Genetic testing is vital to confirming the diagnosis of acute hepatic porphyria (AHP) in symptomatic patients, and identifying family members who carry mutations but have no symptoms, a study by Mount Sinai researchers — that found family mutations in 50 percent of the asymptomatic people tested — reports.
The study, based on diagnostic lab work done at that site from January 2007 through December 2017, also reported 77 new mutations linked to AHP.
“Acute hepatic porphyrias: Identification of 46 hydroxymethylbilane synthase, 11 coproporphyrinogen oxidase, and 20 protoporphyrinogen oxidase novel mutations” was published in the journal Molecular Genetics and Metabolism.
AHP is a term that includes four disease types — acute intermittent porphyria (AIP), hereditary coproporphyria (HCP), variegate porphyria (VP), and a rare disease form called gamma-aminolevulinic acid dehydratase deficiency porphyria (ADP).
Each type results from mutations in disease-causing genes. These genes are, respective to disease types above: hydroxymethylbilane synthase (HMBS), coproporphyrinogen oxidase (CPOX), protoporphyrinogen oxidase (PPOX), and gamma-aminolevulinic acid dehydratase (ALAD).
All the genes are related to the heme biosynthesis pathway that, when mutated, lead to impaired production of heme, a vital molecule with responsibilities that include oxygen transport in the blood.
Genetic testing for mutations is important to confirming a diagnosis of AHP. It also identifies asymptomatic family members, allowing them to receive counseling on risk factors — drugs, fasting, stress, etc. — that are known to promote disease development.
The gold standard in diagnosing AHP in people without disease symptoms is measuring the blood and urine levels of aminolevulinic acid (ALA) and porphobilinogen (PBG), key factors in heme production.
The Mount Sinai Porphyrias Diagnostic Laboratory specializes in molecular testing for all the porphyrias. Since the three main types of AHPs present similar symptoms, it offers a Triple Test Panel that can sequence the HMBS, CPOX, and PPOX genes together. The lab can also test each gene individually for mutations.
During the 11-year period, the Mount Sinai laboratory received 2,342 physician referrals for molecular diagnostic testing for AHP; most — 1,692 — involved people with no relation to anyone else being referred, and 650 were members of an AHP-affected family.
Among unrelated referrals, 398 people (23.5 percent of total group) were diagnosed with AHP – 315 of them with AIP due to mutations in the HMBS gene. Forty-six of these mutations found had not previously been reported.
Another 29 people in this unrelated group were diagnosed with HCP during this period, and 11 novel mutations in the COPX gene were found. VP was diagnosed in 54 people due to PPOX mutations, 20 of which had never previously been reported.

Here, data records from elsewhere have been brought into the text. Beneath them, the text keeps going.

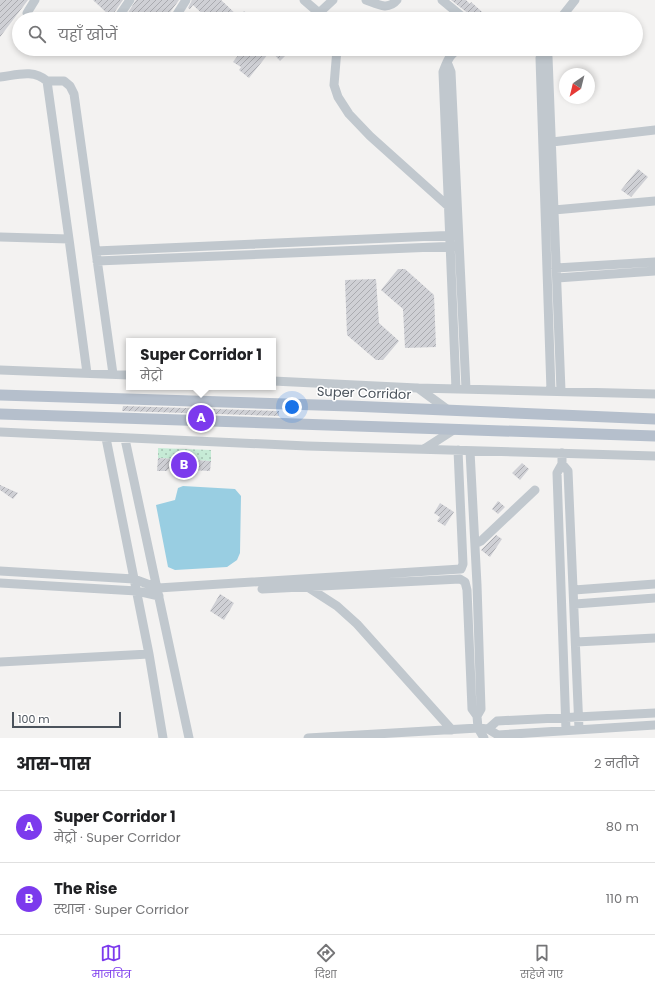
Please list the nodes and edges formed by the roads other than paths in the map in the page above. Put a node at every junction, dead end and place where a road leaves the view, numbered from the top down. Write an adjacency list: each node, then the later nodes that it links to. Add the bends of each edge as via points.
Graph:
1 (35, 0): 10 (street)
2 (130, 0): 11 (street)
3 (186, 0): 12 (street)
4 (304, 0): 13 (street)
5 (333, 0): 14 (street)
6 (366, 0): 7 (street, via 383,6 389,6)
7 (396, 0)
8 (442, 0): 15 (street)
9 (575, 0): 16 (street)
10 (28, 12)
11 (122, 12)
12 (178, 12)
13 (318, 12)
14 (325, 12)
15 (457, 12)
16 (566, 12)
17 (336, 56): 27 (street, via 334,86 349,114)
18 (451, 56): 21 (street)
19 (541, 56): 47 (street)
20 (547, 56): 25 (street)
21 (447, 62): 27 (street, via 444,72); 29 (street, via 451,72)
22 (0, 77): 23 (street, via 30,73 40,75)
23 (47, 81): 31 (street); 33 (street, via 64,81 74,94)
24 (655, 130): 25 (street)
25 (552, 142): 28 (street)
26 (655, 201): 28 (street)
27 (448, 206): 29 (street)
28 (554, 210): 36 (street)
29 (454, 236): 32 (street); 33 (street)
30 (0, 237): 31 (street)
31 (69, 239): 40 (street)
32 (454, 246): 34 (street); 45 (street); 46 (street)
33 (96, 251): 34 (street)
34 (97, 262): 41 (street)
35 (655, 262): 36 (street)
36 (556, 268): 38 (street)
37 (655, 271): 38 (street)
38 (557, 278): 48 (street)
39 (0, 370): 40 (street)
40 (87, 373): 41 (street)
41 (113, 374): 42 (street)
42 (126, 375)
43 (276, 381): 44 (street)
44 (417, 388): 45 (street); 51 (street)
45 (456, 389): 46 (street)
46 (466, 389): 47 (street)
47 (551, 391): 48 (street)
48 (561, 391): 49 (street)
49 (655, 394)
50 (0, 395): 51 (main road, Super Corridor)
51 (448, 410): 53 (main road, Super Corridor)
52 (0, 414): 54 (main road)
53 (655, 419)
54 (455, 429): 56 (main road); 59 (street)
55 (0, 432): 57 (street)
56 (655, 436)
57 (106, 438): 58 (street); 68 (street)
58 (125, 439): 59 (street, via 148,443); 75 (street)
59 (423, 449): 60 (street)
60 (458, 450): 61 (street); 75 (street, via 463,564 461,569)
61 (470, 451): 62 (street); 66 (street)
62 (562, 453): 63 (street); 64 (street)
63 (655, 456)
64 (562, 464): 73 (street, via 568,471); 84 (street, via 556,473)
65 (535, 490): 66 (street)
66 (475, 544): 83 (street, via 481,709)
67 (0, 571): 68 (street)
68 (134, 579): 74 (street); 75 (street)
69 (0, 583): 74 (street)
70 (655, 584): 73 (street)
71 (306, 586): 72 (street); 83 (street, via 452,578 465,582 472,709); 88 (street, via 337,606 357,624)
72 (262, 589)
73 (574, 590): 77 (street)
74 (137, 591): 75 (street); 80 (street)
75 (158, 592): 92 (street)
76 (655, 598): 77 (street)
77 (575, 604): 79 (street)
78 (655, 638): 79 (street)
79 (576, 642): 85 (street)
80 (149, 654): 81 (street); 91 (street)
81 (0, 662)
82 (655, 712): 85 (street)
83 (477, 716): 90 (street)
84 (566, 718): 85 (street); 89 (street); 90 (street, via 497,721)
85 (578, 718): 87 (street)
86 (655, 724): 87 (street)
87 (579, 729): 89 (street)
88 (452, 730): 90 (street); 93 (street)
89 (566, 730): 90 (street)
90 (482, 734)
91 (164, 738)
92 (189, 738)
93 (308, 738)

Of the 650 family members of mutation-positive individuals, 304 (46.8 percent) carried the same mutation found in their family.
Overall, these results show the variable nature of AHPs and support “the usefulness of molecular testing to confirm the positive biochemical findings in symptomatic patients and identify at-risk asymptomatic family members,” the study concluded.